Mängelrüge / Reklamation beim Küchenkauf

Hallo,

ein Kunde kauft eine Küche in einem Möbelhaus und zahlt einen Teilbetrag von ca. 1/3 des Kaufbetrags an.

Die Küche wird geliefert und montiert. Ein Teil der Lieferung ist falsch (z.B. Schranktüren in falscher Farbe). Darüber hinaus fehlen einige wichtige Teile wie z.B. Griffe. Andere Teile funktionieren nicht ordnungsgemäß wie nicht schließende Türen und Schubladen.

Ein Teil der Mängel wurde im Abnahmeprotokoll vermerkt. Andere Mängel wurden erst später entdeckt.

Dazu zwei Fragen:

  1. Wie sollte der Kunde diese Mängel beim Möbelhaus reklamieren, um die Mängelbeseitigung so effektiv wie möglich zu „beschleunigen“?

  2. Der Restbetrag soll vom Möbelhaus per Einzugsermächtigung eingezogen werden. Die Einzugsermächtigung wurde erteilt - aber noch nicht zur Ausführung gebracht.
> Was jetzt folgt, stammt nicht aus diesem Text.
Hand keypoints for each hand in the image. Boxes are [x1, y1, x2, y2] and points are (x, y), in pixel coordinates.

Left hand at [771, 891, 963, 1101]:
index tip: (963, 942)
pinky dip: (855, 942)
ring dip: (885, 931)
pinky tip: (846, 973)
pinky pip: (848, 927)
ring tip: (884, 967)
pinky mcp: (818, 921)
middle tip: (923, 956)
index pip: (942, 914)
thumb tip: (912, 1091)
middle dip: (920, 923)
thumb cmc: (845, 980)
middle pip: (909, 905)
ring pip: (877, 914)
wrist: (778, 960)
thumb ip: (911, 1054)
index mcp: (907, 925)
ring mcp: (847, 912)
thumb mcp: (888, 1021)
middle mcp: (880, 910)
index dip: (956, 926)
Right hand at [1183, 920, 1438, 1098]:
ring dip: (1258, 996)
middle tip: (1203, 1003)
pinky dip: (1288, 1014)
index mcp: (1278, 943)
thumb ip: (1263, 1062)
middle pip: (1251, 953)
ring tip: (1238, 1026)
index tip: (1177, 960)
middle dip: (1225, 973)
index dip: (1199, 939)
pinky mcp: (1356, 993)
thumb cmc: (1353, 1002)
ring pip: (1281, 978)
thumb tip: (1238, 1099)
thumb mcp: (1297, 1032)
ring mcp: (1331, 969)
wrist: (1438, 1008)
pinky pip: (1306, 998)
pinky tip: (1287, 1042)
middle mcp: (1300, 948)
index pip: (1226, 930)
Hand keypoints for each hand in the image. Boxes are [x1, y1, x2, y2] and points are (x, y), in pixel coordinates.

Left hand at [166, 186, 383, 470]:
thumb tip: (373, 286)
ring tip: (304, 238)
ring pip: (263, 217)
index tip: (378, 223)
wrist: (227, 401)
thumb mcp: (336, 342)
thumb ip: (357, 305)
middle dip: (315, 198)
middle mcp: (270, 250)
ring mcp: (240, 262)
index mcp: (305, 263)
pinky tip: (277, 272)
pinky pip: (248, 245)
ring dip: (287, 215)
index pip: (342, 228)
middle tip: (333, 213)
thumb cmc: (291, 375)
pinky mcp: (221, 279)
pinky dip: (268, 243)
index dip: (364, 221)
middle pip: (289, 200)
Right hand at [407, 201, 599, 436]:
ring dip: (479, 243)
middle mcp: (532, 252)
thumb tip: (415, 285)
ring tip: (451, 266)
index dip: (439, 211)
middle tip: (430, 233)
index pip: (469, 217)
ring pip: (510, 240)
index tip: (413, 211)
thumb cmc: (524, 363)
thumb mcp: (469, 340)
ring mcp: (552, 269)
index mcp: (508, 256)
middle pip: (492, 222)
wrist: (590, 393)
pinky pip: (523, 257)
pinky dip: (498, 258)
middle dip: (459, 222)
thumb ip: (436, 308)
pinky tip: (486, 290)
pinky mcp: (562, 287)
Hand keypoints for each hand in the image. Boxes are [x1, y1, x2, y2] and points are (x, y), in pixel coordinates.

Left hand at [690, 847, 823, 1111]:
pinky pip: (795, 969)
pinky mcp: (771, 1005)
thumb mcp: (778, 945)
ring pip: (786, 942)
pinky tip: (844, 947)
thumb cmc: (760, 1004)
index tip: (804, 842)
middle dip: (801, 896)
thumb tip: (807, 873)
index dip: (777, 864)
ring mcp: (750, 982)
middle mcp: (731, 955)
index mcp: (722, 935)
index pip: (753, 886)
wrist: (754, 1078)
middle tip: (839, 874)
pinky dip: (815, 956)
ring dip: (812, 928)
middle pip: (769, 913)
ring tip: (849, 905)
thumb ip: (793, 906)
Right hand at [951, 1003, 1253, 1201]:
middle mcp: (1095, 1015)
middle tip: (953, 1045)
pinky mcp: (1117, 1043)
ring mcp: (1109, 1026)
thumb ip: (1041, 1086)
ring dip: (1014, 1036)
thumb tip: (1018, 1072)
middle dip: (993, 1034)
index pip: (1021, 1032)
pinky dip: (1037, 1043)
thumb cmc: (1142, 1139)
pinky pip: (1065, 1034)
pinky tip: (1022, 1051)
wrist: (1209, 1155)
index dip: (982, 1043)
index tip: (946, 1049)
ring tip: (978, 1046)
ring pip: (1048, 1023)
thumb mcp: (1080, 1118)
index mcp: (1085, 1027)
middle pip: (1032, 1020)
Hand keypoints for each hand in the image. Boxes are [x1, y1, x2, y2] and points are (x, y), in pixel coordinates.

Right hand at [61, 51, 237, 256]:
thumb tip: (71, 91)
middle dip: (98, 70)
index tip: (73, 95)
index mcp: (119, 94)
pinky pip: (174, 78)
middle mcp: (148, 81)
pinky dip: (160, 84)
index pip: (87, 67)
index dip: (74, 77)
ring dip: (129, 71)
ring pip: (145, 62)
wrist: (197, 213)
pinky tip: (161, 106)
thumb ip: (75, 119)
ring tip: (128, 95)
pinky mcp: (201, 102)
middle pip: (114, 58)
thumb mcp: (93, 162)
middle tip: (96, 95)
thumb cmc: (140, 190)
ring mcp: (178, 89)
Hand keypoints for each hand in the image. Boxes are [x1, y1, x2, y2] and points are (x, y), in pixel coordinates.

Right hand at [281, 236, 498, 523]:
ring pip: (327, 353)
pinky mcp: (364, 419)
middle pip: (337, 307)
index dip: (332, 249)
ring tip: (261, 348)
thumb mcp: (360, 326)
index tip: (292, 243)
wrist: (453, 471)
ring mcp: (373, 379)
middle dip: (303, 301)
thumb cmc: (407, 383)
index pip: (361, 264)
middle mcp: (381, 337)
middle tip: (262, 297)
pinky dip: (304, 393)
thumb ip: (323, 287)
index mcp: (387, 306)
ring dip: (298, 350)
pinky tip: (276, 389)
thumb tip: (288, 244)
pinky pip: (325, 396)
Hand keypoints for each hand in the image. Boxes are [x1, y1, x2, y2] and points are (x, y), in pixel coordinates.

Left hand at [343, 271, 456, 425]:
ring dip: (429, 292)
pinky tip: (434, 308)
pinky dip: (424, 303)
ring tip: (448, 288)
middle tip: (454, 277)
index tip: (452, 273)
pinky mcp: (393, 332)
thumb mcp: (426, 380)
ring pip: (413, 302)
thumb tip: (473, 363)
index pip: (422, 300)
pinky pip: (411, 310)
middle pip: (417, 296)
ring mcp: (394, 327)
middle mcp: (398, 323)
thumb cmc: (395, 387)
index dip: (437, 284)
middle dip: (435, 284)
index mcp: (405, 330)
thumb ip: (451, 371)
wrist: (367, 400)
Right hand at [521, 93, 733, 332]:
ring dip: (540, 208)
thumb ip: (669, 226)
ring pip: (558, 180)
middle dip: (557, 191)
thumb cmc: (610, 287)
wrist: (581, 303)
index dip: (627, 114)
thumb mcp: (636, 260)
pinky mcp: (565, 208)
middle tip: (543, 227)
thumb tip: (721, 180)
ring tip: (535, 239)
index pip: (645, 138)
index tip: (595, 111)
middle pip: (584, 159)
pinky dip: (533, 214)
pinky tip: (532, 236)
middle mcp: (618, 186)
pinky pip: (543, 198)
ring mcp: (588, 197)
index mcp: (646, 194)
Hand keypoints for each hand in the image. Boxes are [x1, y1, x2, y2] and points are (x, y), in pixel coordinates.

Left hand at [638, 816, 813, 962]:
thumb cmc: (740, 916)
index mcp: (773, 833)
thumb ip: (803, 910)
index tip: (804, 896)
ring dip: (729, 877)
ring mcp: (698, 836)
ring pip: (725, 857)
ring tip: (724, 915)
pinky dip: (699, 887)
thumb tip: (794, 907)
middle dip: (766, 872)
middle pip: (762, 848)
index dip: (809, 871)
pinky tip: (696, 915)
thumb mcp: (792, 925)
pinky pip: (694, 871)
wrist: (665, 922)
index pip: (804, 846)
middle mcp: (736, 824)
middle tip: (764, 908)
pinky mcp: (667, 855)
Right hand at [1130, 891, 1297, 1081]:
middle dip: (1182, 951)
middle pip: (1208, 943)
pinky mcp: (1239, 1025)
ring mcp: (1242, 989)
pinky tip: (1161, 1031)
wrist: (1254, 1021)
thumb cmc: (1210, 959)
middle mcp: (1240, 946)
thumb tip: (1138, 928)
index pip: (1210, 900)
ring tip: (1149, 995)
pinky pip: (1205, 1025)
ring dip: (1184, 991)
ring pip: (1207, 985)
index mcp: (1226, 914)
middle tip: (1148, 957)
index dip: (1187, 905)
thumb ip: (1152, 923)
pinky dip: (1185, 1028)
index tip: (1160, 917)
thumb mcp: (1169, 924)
Ist es sinnvoll, dass der Kunde diese Einzugsermächtigung widerruft?

Danke im Voraus für Hinweise und Tipps!!!

Hallo,

ein Kunde kauft eine Küche in einem Möbelhaus und zahlt einen
Teilbetrag von ca. 1/3 des Kaufbetrags an.

Die Küche wird geliefert und montiert. Ein Teil der Lieferung
ist falsch (z.B. Schranktüren in falscher Farbe). Darüber
hinaus fehlen einige wichtige Teile wie z.B. Griffe. Andere
Teile funktionieren nicht ordnungsgemäß wie nicht schließende
Türen und Schubladen.

Ein Teil der Mängel wurde im Abnahmeprotokoll vermerkt. Andere
Mängel wurden erst später entdeckt.

Dazu zwei Fragen:

  1. Wie sollte der Kunde diese Mängel beim Möbelhaus
    reklamieren, um die Mängelbeseitigung so effektiv wie möglich
    zu „beschleunigen“?

Die Mängel sollten auf jedenfall schriftlich dem Möbelhaus mitgeteilt werden. Optimal wäre, den Verkäufer oder einen Monteur zu bitten vorbei zu kommen, um alle Details nochmals schriftlich zu notieren.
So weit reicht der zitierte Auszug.